By Bernie Littlejohn –

Life continues to become more complex in our search to stop destroying our planet. Despite the few focused totally on profit regardless of environmental damage, most us focus on ways of saving the planet and our descendants. Some have already moved to alternative energy, regardless of the cost and complications. But the rest of us keep waiting for something more effective and affordable. We need a better way of storing energy, on small and large scales. And global multi-billionaire Bill Gates believes gravity batteries are a major component of that solution.

If you have ever seriously considered using alternative energy, you probably thought of solar panels first, if for no other reason than they appear simple. You can put as many panels as you can afford on the roof, or, if you have the space on your property, on a sloping frame on the ground facing south. It looks reasonably simple at first, doesn’t it? Then you learn you need a number of wet batteries to save the energy and reclaim it later, and these become an expensive portion of your system.

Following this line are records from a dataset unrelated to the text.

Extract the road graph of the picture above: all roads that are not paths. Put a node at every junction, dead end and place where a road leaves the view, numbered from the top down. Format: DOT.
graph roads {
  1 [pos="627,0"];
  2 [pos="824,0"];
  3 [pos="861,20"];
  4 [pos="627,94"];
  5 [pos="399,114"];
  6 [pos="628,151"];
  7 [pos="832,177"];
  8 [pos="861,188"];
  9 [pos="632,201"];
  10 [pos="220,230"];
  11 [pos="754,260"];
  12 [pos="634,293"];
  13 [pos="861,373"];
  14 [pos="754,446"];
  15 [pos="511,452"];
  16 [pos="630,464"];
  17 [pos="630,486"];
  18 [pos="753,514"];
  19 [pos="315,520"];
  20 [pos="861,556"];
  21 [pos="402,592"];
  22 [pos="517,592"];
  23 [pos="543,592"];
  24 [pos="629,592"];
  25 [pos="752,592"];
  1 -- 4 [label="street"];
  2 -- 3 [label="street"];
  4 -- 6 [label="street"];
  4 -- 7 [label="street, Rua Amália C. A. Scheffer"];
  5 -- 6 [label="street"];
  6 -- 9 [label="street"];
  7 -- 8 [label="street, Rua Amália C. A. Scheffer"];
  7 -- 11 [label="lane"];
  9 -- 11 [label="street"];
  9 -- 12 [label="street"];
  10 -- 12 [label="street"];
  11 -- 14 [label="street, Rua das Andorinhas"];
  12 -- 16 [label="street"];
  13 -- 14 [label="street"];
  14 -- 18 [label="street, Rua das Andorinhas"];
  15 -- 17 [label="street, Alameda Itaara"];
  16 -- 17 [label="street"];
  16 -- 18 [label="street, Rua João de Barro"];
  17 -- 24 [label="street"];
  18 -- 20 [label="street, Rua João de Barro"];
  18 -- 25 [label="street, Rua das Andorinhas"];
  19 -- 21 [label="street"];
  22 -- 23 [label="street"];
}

And if you know anything about wet batteries, you know they will probably need some maintenance as an electrochemical device, just like your car battery.

But what if there were a simpler energy storage device that has been around for more than a hundred years? You have probably seen one, without recognizing it is a gravity battery. We call it a cuckoo clock; there are some grandfather clocks powered the same way. They are powered by a weight on a chain that turns the clock mechanism as it descends under gravity. And when the weight gets to the bottom of its travel you rewind it by pulling down on the other end of the chain, until the weight is up as high as it will go again. This weight not only drives the clock, but also drives the cuckoo in and out of his hole at appropriate times.

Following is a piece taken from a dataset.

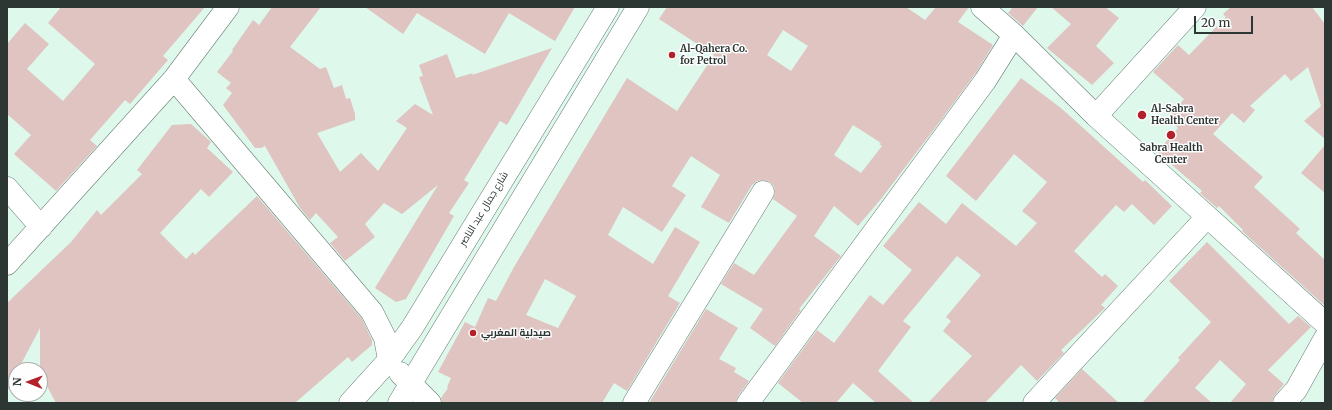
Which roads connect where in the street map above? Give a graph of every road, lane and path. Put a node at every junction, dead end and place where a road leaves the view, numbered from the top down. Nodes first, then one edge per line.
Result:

Now although this machine does not store a lot of energy, it is just a matter of design to increase its capacity. Imagine if, instead of using a one-pound weight, we used a one-ton weight on a chain running over a cogwheel on a chain. How much more energy would be stored? Then imagine the chain and cogwheel it drove were 50 feet or higher. That could drive some rather large, loud-mouthed cuckoo. Or maybe instead, we could drive an electric generator. Now all we need to do is use the alternative energy (solar, wind, or water) to raise the weight, and we have saved it until we want to use it.

Gravitricity is one company working on it. There is little doubt many companies will be looking to such systems to use in their own operations. I have not yet seen a DIY plan for an average home system, but I would be surprised if there are not people working on a design here and there. As a retired engineer, I could see a design that used a piece of sloping property rather than vertical holes like Gravitricity is proposing.

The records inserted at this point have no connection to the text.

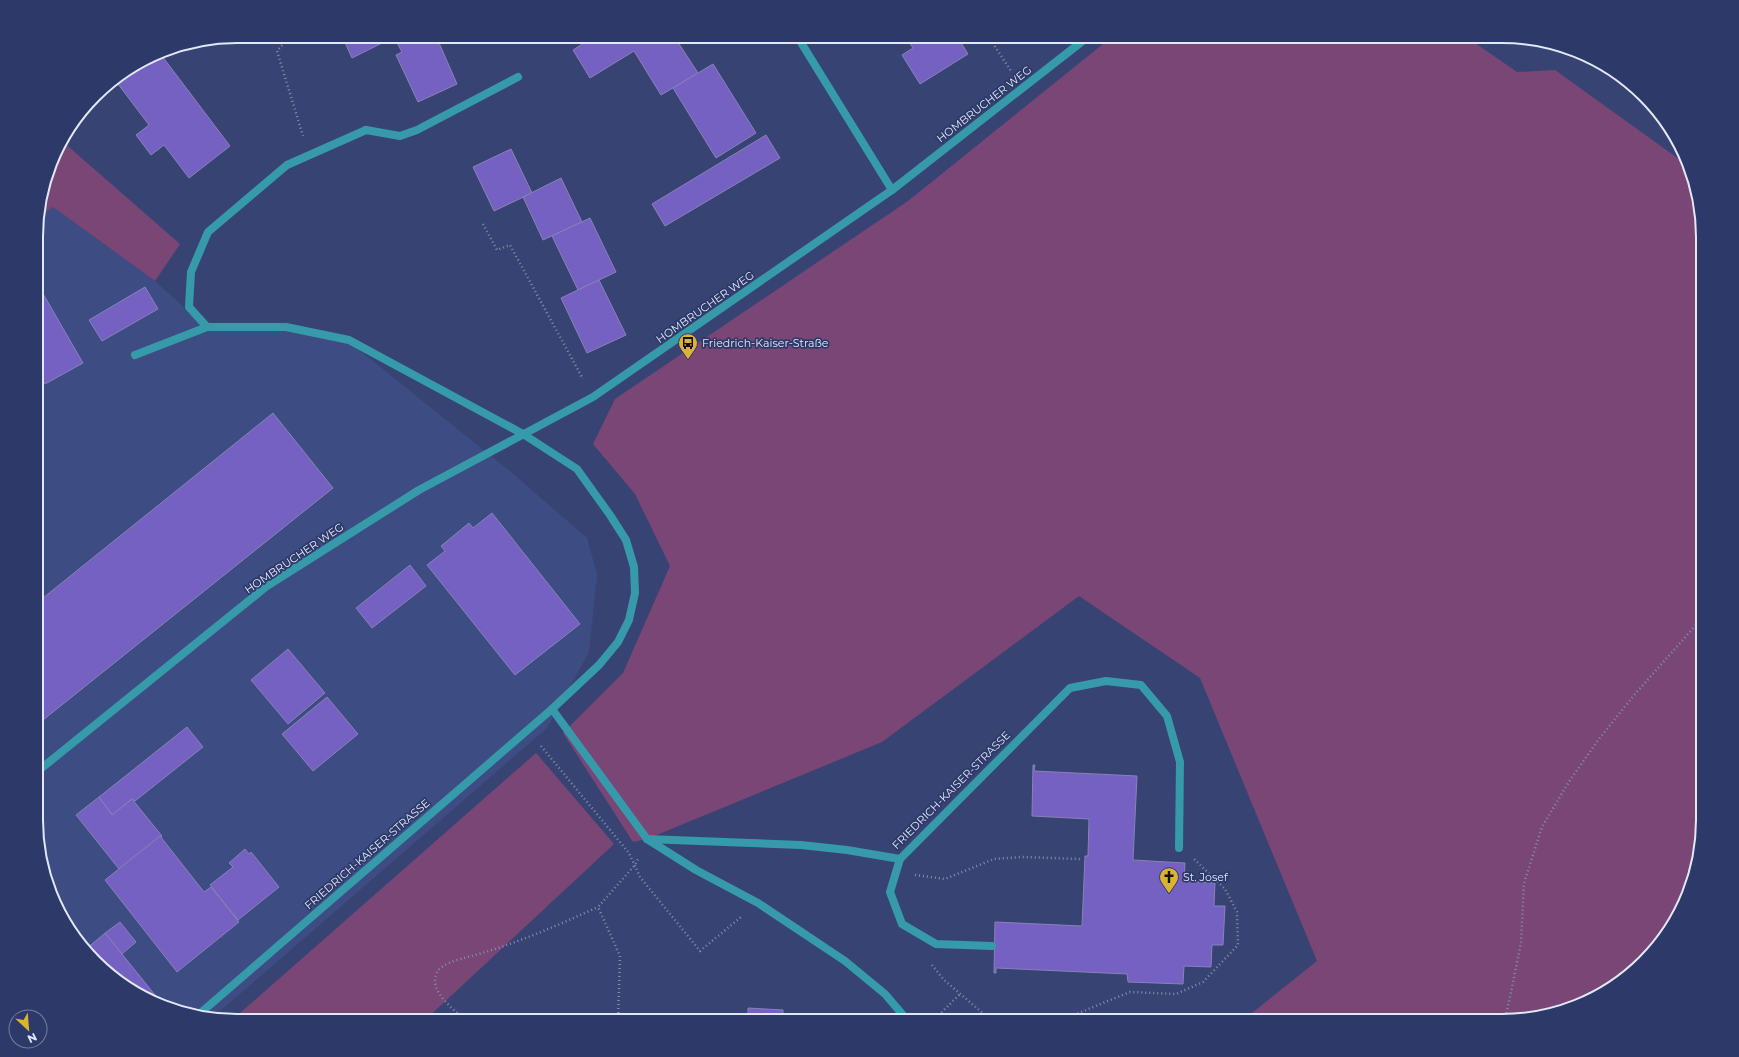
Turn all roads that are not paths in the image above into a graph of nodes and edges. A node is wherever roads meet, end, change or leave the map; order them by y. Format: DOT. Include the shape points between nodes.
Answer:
graph roads {
  1 [pos="801,43"];
  2 [pos="1080,43"];
  3 [pos="518,77"];
  4 [pos="892,190"];
  5 [pos="207,327"];
  6 [pos="135,355"];
  7 [pos="523,434"];
  8 [pos="552,709"];
  9 [pos="43,766"];
  10 [pos="647,839"];
  11 [pos="1180,848"];
  12 [pos="900,859"];
  13 [pos="992,946"];
  14 [pos="203,1011"];
  15 [pos="902,1014"];
  1 -- 4 [label="street"];
  2 -- 4 [label="street, HOMBRUCHER WEG"];
  3 -- 5 [label="street" via="417,130 400,136 366,130 287,165 208,232 191,272 189,307"];
  4 -- 7 [label="street, HOMBRUCHER WEG" via="593,397"];
  5 -- 6 [label="street"];
  5 -- 7 [label="street" via="286,327 349,340"];
  7 -- 8 [label="street, FRIEDRICH-KAISER-STRASSE" via="576,469 626,540 634,567 635,593 629,620 618,642 599,665"];
  7 -- 9 [label="street, HOMBRUCHER WEG" via="419,490 267,586"];
  8 -- 10 [label="street"];
  8 -- 14 [label="street, FRIEDRICH-KAISER-STRASSE"];
  10 -- 12 [label="street, FRIEDRICH-KAISER-STRASSE" via="795,844"];
  10 -- 15 [label="street" via="696,870 758,903 845,961 885,994"];
  11 -- 12 [label="street, FRIEDRICH-KAISER-STRASSE" via="1180,762 1167,716 1141,685 1106,681 1070,688"];
  12 -- 13 [label="street" via="890,892 902,924 936,944"];
}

For instance: Take a retired pickup truck, put it at the bottom of a hill attached to a winch at the top of the hill. Drive the winch at the top of the hill with your chosen alternative energy source, winching the truck up the hill and thereby storing as much energy as the truck and whatever it is loaded with can store. If you have a yearning to get some ideas on what it takes to store energy, consider this. If you lift 550 pounds up for one foot, in one second, you will have saved 746 watts. Allowing for a bit of loss due to friction, etc. it could generate almost as much energy while it is lowered under gravity.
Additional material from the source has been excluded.